DATA RECORDS =

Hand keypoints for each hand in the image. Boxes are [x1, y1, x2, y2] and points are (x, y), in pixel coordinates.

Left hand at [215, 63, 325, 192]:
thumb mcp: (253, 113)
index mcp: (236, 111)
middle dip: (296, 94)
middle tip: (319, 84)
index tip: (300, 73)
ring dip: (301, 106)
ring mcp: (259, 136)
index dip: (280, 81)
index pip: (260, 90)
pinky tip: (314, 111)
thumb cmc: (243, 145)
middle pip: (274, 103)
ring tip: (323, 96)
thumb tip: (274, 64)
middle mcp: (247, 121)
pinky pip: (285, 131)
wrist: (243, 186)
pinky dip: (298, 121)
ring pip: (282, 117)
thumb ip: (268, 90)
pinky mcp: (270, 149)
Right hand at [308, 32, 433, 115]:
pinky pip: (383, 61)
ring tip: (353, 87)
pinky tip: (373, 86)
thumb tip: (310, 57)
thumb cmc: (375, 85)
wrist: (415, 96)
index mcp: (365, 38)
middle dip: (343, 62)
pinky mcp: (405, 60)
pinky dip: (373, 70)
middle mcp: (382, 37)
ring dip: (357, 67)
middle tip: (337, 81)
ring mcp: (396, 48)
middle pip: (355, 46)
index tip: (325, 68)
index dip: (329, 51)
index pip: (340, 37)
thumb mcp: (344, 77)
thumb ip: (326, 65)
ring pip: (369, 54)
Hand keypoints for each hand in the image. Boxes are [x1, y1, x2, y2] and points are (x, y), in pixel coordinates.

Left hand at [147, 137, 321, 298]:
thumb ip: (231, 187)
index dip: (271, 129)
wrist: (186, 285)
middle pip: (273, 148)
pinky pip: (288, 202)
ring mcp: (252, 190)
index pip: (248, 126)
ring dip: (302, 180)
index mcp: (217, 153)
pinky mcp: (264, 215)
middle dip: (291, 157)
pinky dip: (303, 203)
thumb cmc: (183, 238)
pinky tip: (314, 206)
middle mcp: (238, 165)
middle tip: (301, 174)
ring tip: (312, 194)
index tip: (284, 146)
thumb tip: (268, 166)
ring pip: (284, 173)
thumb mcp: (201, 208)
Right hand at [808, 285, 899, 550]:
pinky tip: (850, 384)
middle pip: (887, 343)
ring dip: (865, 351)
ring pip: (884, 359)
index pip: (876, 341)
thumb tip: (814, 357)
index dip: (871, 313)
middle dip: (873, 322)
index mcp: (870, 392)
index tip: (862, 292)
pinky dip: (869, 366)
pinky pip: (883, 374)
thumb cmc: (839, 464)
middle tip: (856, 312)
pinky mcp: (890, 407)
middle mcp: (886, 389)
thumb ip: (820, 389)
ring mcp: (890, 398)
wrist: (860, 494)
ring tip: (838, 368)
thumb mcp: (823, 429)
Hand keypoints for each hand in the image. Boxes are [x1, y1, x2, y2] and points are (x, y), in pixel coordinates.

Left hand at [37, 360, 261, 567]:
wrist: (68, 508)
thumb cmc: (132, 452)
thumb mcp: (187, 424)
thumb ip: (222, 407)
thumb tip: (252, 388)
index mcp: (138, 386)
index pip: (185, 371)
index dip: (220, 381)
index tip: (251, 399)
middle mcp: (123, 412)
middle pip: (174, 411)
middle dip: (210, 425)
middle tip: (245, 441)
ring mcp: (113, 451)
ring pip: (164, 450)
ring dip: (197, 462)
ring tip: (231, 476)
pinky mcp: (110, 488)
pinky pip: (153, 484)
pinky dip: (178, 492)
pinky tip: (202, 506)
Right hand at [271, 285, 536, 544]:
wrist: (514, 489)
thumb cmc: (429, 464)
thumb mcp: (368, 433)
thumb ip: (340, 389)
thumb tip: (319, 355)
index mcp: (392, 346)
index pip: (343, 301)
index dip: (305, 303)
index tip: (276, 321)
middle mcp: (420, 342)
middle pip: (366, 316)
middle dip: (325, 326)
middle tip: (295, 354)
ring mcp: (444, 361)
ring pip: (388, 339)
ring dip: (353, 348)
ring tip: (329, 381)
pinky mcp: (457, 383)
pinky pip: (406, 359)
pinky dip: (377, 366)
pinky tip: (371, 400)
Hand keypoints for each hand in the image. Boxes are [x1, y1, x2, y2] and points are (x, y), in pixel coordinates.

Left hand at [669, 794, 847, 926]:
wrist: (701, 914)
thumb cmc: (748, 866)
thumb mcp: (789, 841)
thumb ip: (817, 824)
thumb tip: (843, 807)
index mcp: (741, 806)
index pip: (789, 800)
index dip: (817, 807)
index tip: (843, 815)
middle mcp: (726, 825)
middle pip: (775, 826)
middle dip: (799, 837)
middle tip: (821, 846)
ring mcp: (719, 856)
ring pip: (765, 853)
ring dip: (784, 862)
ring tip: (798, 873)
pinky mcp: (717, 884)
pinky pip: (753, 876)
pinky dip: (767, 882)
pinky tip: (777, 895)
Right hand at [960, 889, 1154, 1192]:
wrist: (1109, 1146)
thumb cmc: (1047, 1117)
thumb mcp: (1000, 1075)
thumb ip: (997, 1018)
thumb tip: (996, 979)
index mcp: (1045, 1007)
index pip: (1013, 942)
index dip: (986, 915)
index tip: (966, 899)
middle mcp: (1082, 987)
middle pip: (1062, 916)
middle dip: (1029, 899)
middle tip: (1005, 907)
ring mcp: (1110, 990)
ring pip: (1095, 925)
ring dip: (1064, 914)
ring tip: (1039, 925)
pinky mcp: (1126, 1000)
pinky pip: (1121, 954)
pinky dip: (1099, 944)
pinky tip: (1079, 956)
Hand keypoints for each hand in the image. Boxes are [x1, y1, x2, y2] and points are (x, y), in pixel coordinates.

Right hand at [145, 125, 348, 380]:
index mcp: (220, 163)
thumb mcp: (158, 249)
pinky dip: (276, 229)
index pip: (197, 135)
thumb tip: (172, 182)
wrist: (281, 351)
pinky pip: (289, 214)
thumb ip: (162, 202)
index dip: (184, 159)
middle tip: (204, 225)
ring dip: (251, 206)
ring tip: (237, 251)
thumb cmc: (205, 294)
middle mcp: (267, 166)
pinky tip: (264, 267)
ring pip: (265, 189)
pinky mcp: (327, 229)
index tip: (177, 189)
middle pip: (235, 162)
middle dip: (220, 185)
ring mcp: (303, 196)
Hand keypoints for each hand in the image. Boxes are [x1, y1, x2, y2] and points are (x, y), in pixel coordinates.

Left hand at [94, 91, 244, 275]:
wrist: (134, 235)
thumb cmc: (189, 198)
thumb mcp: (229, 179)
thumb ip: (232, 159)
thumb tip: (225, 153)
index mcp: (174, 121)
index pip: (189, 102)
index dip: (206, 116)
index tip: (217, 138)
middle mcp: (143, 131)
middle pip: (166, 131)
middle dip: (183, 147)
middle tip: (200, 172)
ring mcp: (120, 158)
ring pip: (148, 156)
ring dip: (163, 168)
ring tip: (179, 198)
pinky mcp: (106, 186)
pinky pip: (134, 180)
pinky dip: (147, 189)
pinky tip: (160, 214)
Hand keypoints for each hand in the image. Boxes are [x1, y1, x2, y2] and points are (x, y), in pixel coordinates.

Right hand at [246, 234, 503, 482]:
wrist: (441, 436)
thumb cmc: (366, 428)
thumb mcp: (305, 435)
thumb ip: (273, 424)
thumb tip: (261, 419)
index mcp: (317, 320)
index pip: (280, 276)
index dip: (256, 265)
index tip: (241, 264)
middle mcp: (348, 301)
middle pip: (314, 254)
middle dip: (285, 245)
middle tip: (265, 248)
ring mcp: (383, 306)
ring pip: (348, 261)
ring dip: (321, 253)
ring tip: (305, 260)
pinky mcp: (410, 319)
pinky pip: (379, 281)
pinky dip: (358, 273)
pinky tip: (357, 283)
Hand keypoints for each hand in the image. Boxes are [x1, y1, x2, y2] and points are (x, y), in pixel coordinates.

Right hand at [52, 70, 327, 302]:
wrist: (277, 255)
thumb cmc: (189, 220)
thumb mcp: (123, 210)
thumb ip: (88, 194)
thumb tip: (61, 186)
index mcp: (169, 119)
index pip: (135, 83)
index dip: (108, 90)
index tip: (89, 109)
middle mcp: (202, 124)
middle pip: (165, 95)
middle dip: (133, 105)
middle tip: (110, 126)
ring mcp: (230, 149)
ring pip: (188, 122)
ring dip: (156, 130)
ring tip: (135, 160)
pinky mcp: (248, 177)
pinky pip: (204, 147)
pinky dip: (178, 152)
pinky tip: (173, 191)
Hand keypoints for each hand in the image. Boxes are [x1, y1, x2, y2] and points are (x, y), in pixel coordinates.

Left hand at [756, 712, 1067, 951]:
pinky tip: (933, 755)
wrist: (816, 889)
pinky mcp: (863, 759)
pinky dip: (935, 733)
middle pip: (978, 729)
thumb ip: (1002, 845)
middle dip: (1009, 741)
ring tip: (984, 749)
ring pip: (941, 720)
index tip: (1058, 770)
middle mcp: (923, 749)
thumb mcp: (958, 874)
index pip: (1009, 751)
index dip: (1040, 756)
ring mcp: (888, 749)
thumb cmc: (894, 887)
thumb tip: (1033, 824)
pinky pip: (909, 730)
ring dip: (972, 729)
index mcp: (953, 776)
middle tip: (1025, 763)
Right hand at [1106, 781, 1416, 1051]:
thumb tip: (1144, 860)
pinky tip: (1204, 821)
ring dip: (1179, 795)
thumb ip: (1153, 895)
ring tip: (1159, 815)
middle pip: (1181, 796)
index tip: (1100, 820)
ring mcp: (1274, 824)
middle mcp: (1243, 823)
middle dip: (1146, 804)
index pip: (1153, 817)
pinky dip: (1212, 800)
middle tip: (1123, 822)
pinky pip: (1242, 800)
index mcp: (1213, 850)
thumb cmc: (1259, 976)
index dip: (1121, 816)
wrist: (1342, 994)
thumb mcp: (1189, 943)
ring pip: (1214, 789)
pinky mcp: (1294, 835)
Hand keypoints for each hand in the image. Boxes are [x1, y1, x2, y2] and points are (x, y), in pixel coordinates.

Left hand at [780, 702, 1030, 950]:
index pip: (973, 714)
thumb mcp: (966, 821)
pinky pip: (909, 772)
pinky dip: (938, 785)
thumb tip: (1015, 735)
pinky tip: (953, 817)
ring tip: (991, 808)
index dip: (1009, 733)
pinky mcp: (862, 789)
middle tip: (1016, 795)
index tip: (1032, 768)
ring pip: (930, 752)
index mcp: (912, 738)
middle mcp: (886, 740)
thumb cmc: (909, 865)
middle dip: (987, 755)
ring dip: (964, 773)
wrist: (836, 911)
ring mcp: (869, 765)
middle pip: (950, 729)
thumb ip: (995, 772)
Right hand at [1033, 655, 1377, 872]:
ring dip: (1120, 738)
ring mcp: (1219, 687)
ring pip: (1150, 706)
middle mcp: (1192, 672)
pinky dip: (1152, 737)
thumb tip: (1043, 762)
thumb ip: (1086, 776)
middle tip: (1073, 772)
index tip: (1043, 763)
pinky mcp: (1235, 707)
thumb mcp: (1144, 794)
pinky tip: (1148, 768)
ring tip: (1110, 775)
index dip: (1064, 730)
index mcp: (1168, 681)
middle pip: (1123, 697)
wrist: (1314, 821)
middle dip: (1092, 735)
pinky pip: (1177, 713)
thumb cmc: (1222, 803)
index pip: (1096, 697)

DIRECTIONS = Could you copy every line from the records that has "Right" in it?

ANSWER =
Right hand at [308, 32, 433, 115]:
Right hand at [808, 285, 899, 550]:
Right hand at [271, 285, 536, 544]:
Right hand at [960, 889, 1154, 1192]:
Right hand at [145, 125, 348, 380]:
Right hand at [246, 234, 503, 482]:
Right hand at [52, 70, 327, 302]:
Right hand at [1106, 781, 1416, 1051]:
Right hand at [1033, 655, 1377, 872]:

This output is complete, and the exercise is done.